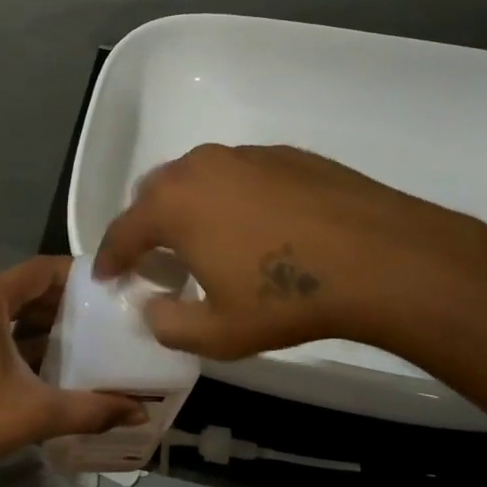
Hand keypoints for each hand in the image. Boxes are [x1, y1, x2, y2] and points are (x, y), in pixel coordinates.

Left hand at [0, 256, 145, 479]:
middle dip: (60, 301)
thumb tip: (139, 412)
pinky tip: (38, 359)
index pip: (39, 269)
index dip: (75, 275)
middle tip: (100, 316)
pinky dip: (12, 333)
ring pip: (3, 307)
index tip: (108, 287)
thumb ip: (90, 410)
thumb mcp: (35, 413)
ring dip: (36, 320)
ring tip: (77, 337)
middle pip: (22, 287)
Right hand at [93, 143, 480, 359]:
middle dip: (146, 225)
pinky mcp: (284, 154)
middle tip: (156, 258)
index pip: (122, 230)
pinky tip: (258, 226)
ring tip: (207, 240)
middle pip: (154, 193)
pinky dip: (231, 198)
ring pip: (198, 178)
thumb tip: (151, 308)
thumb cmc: (287, 298)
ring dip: (189, 207)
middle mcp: (200, 167)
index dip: (110, 257)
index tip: (106, 276)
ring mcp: (245, 155)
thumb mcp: (218, 332)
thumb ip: (168, 324)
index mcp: (173, 205)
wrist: (379, 258)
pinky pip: (239, 174)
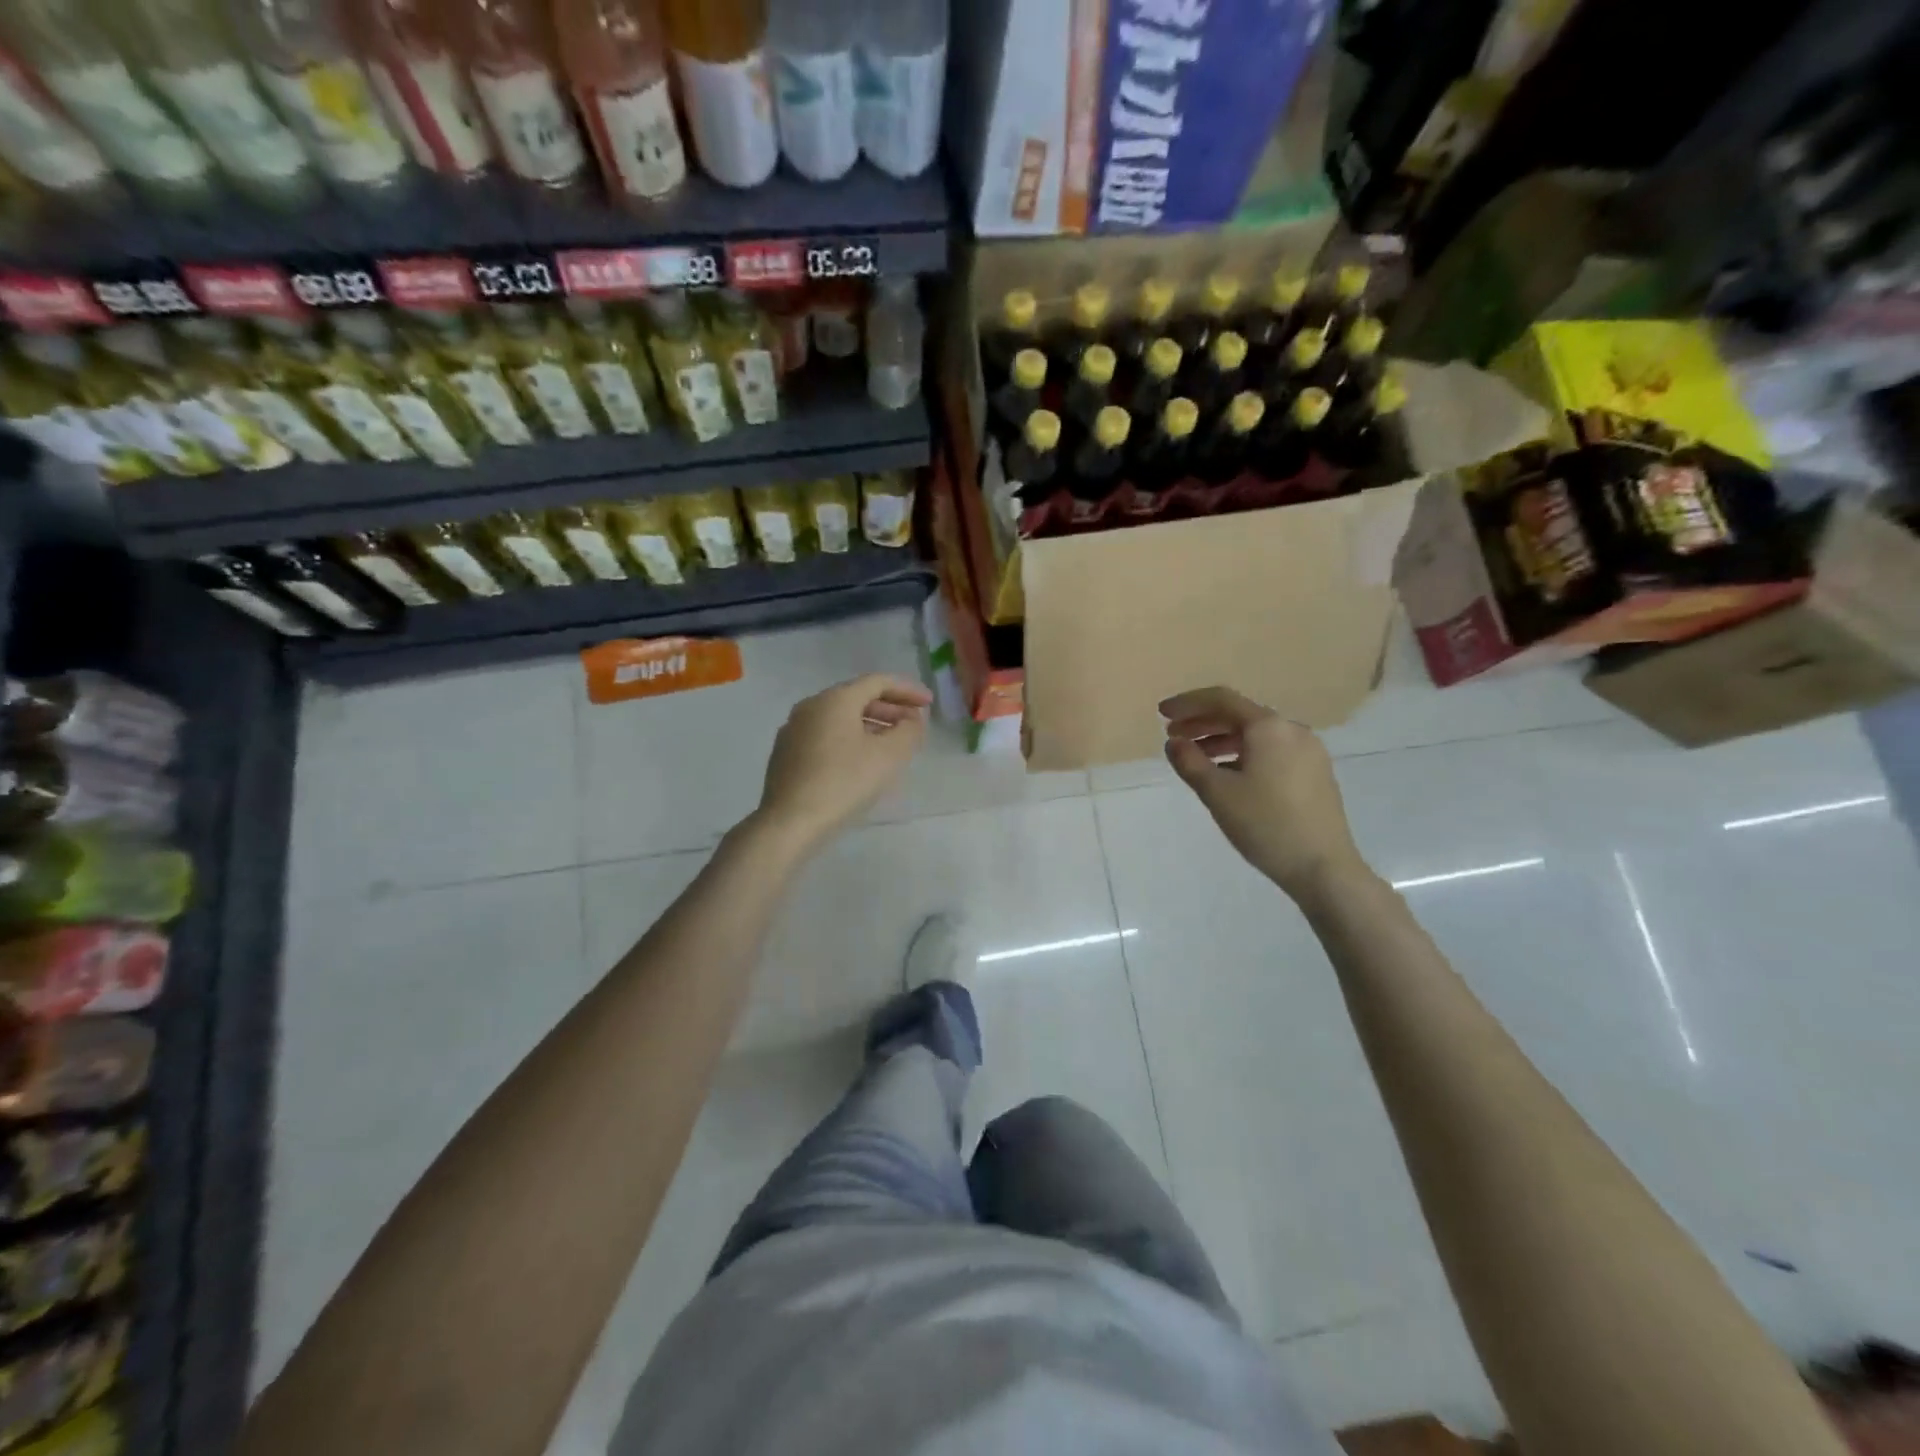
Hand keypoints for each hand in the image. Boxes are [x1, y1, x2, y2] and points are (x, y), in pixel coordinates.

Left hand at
—————
- _Task requirements_:
Every line from the one that contains "ring dip: (36, 320)" through the end of the records above is to be reproduced exactly; no picture goes in the copy.

- _Solution to the exercise_:
ring dip: (36, 320)
ring tip: (77, 337)
middle pip: (22, 287)
Right hand at [93, 143, 480, 359]:
middle dip: (146, 225)
pinky mcp: (284, 154)
middle tip: (156, 258)
index pip: (122, 230)
pinky tip: (258, 226)
ring tip: (207, 240)
middle pip: (154, 193)
pinky dip: (231, 198)
ring pip: (198, 178)
thumb tip: (151, 308)
thumb cmc: (287, 298)
ring dip: (189, 207)
middle mcp: (200, 167)
index dip: (110, 257)
index tip: (106, 276)
ring mcp: (245, 155)
thumb mcp: (218, 332)
thumb ip: (168, 324)
index mcp: (173, 205)
wrist: (379, 258)
pinky pip: (239, 174)
Hand keypoints for each hand in the image. Boxes are [x1, y1, x2, y2] and points are (x, y), in pixel coordinates.

Left hand at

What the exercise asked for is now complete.